*GIVEN ENTRIES*

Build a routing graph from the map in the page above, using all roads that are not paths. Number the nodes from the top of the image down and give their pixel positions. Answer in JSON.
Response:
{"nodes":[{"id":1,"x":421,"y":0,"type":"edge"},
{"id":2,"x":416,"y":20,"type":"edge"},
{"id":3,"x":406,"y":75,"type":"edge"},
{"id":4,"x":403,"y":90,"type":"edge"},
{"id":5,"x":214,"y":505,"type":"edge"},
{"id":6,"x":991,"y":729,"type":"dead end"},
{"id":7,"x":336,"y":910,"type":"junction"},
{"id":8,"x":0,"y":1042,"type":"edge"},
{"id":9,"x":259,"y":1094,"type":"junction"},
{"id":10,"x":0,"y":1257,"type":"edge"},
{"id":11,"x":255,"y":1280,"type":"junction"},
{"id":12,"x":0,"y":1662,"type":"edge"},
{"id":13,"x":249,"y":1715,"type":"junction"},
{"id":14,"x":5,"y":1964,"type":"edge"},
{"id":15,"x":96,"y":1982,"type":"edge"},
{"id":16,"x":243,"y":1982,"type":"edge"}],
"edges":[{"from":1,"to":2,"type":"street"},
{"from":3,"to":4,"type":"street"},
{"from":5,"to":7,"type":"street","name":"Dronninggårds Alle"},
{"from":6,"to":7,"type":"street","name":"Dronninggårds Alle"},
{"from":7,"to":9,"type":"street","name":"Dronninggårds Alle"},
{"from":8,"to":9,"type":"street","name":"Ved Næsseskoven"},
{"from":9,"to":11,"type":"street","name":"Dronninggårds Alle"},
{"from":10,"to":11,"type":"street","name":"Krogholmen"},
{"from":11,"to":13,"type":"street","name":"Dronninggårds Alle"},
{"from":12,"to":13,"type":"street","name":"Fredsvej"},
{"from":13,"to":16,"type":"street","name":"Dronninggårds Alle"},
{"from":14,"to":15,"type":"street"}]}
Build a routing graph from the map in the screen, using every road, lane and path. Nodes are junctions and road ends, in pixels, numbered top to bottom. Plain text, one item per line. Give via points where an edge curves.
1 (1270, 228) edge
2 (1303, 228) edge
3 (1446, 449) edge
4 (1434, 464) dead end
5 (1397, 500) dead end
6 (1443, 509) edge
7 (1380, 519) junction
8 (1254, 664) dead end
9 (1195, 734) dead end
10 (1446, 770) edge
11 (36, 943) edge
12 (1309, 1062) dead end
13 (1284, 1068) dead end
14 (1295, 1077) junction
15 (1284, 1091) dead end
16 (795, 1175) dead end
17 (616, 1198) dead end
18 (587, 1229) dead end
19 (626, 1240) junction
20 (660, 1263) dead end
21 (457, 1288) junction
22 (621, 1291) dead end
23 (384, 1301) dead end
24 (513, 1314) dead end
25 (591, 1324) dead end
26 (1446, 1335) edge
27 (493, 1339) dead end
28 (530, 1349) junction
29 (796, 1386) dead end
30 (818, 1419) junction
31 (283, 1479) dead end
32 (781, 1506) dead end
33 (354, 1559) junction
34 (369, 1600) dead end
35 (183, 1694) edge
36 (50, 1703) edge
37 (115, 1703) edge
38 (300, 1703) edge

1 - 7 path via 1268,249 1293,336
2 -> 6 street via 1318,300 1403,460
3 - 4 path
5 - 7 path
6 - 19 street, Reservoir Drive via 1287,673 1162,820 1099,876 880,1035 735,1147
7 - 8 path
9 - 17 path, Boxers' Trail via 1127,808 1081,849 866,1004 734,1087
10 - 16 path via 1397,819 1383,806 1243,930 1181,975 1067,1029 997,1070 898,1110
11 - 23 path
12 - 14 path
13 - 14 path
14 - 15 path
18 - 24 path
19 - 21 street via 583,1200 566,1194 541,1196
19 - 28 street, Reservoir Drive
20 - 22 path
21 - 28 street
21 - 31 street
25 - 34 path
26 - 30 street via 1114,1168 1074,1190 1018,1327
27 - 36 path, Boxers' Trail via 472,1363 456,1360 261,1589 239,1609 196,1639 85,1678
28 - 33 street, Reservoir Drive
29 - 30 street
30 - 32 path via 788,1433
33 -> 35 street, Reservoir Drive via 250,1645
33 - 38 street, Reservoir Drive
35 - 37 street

*WORK ORDER*
A count alone is required. How many lines in the entries contain the string "Boxers"?

*THE ANSWER*
2